Workaday corruption is not enough for this administration. It’s got to verge on performance art, to keep you gaping until the next thing happens. So here’s the Trumpian punctuation on the whole affair.

President Trump Departs White House For West Virginia
Yeah, these guys. (From left to right: Energy Secretary Rick Perry, Interior Secretary Ryan Zinke, and HHS Secretary Tom Price.)
 Mark Wilson/Getty Images

Research proposals are being reviewed by Zinke’s old buddy Steve

The person who has been assigned to lead this political review of research proposals is Steve Howke, technically a senior adviser to Acting Assistant Secretary of Policy, Management, and Budget Scott Cameron at DOI.

If you are the naive sort, not yet thoroughly given over to cynicism, you might reasonably ask: What sort of qualifications does Howke have to be reviewing scientific research proposals? Is he a scientist himself? A researcher? A staffer familiar with grant proposals? Someone who has literally ever worked in government?

Ha ha, no. Howke is — and I am not making this up — an old football buddy of Zinke’s. He went to school with Zinke from kindergarten through Whitefish High School in Montana, where they played on the team together. He considers Zinke a “close friend” and supported his campaign for House.

And as for his qualifications, “Howke’s highest degree is a bachelor’s in business administration,” Pickett reports. “Until Zinke appointed him … Howke had spent his entire career working in credit unions.”

Dimwitted, cartoonish corruption is oddly difficult to reckon with

Again, if I had pitched something like this as dystopian fiction five years ago, I would have been laughed out of the room by any competent editor.

When horrible things happen to people, to land, to international alliances and longstanding norms of political conduct, it feels like the story behind all that pain and damage ought to be dramatic. It ought to have some depth — subterfuge, secret meetings, grandiose evil schemes.

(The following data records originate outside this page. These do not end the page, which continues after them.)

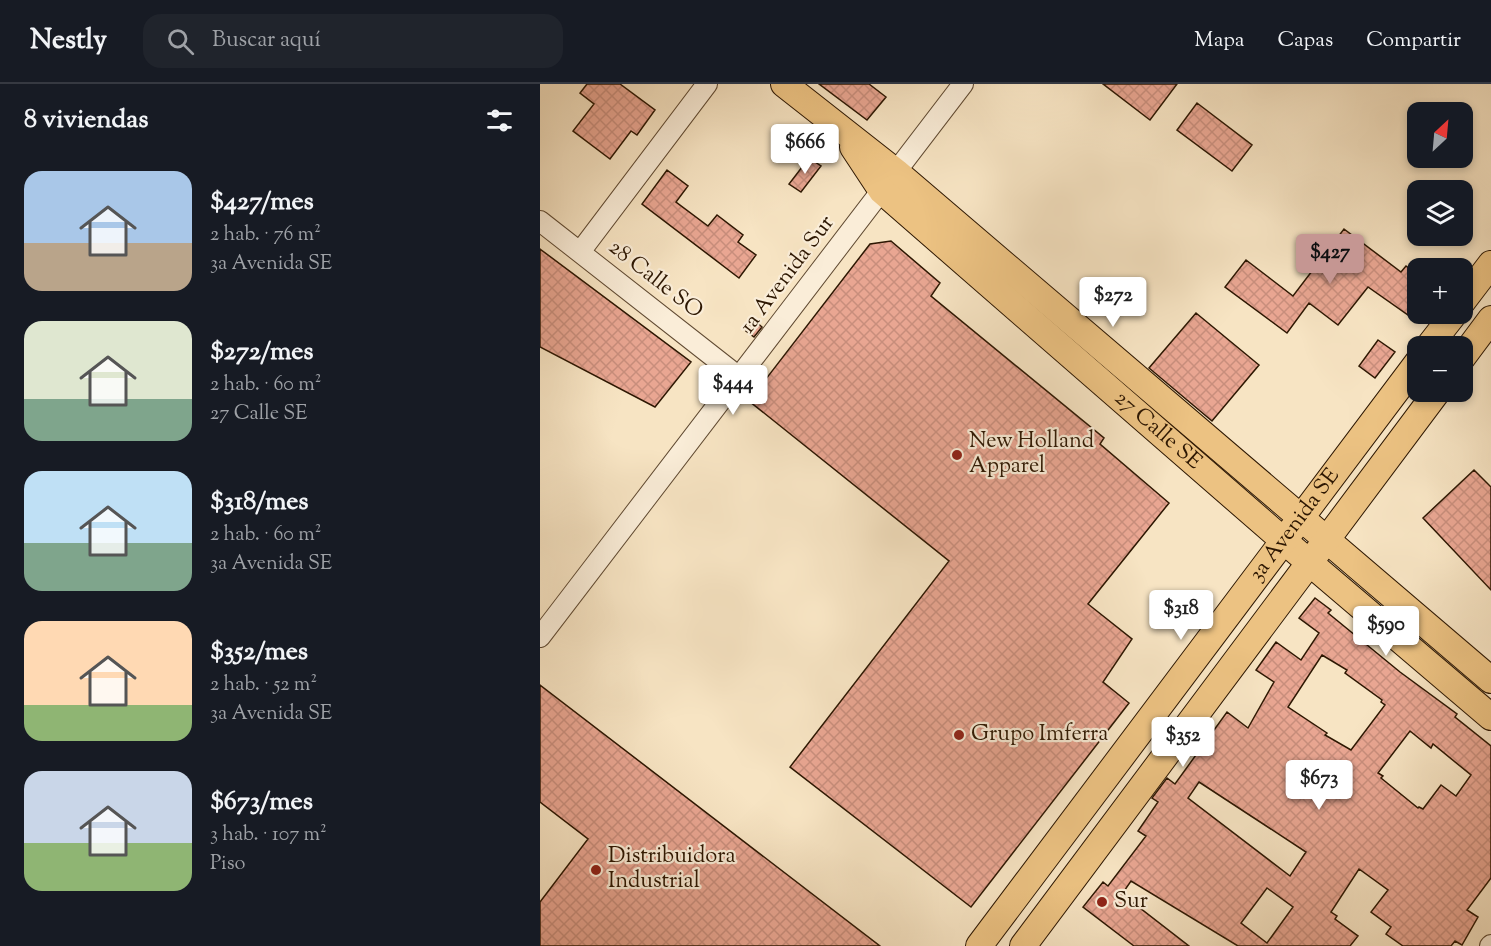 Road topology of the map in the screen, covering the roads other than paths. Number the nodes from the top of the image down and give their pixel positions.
1 (707, 84) edge
2 (784, 84) edge
3 (963, 84) edge
4 (889, 182) junction
5 (540, 221) edge
6 (580, 252) junction
7 (1491, 264) edge
8 (1473, 288) edge
9 (1491, 319) edge
10 (1446, 324) edge
11 (1437, 336) edge
12 (1473, 343) edge
13 (740, 377) junction
14 (1407, 377) edge
15 (1430, 402) edge
16 (1301, 518) junction
17 (1327, 540) junction
18 (1284, 541) junction
19 (1309, 563) junction
20 (540, 637) edge
21 (1491, 680) edge
22 (1491, 717) edge
23 (979, 946) edge
24 (1023, 946) edge

1 - 6 street
2 - 4 main road, 27 Calle SE
3 - 4 street, 1a Avenida Sur
4 - 13 street, 1a Avenida Sur
4 - 16 main road, 27 Calle SE
4 - 18 main road, 27 Calle SE
5 - 6 street, 28 Calle SO
6 - 13 street, 28 Calle SO
7 - 8 main road
9 - 12 main road
10 - 11 main road
13 - 20 street, 1a Avenida Sur
14 - 16 main road, 3a Avenida SE
15 - 17 main road, 3a Avenida SE
16 - 17 main road, 27 Calle SE
16 - 18 main road, 3a Avenida SE
17 - 19 main road, 3a Avenida SE
17 - 21 main road, 27 Calle SE
18 - 19 main road, 27 Calle SE
18 - 23 main road, 3a Avenida SE
19 - 22 main road, 27 Calle SE
19 - 24 main road, 3a Avenida SE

It is offensive to both our moral and aesthetic sensibilities that the story behind our woes should be so small and petty, so very … dumb. Scott Pruitt building a $43,000 secure phone booth and only using it once. Steven Mnuchin’s $1 million in travel costs, including $800,000 to fly around on military jets. Zinke hiring an old high school football buddy to implement scientific research priorities.

It’s the kind of corruption that belongs in a movie by the Coen brothers, not shaping US policy. But that’s where we are.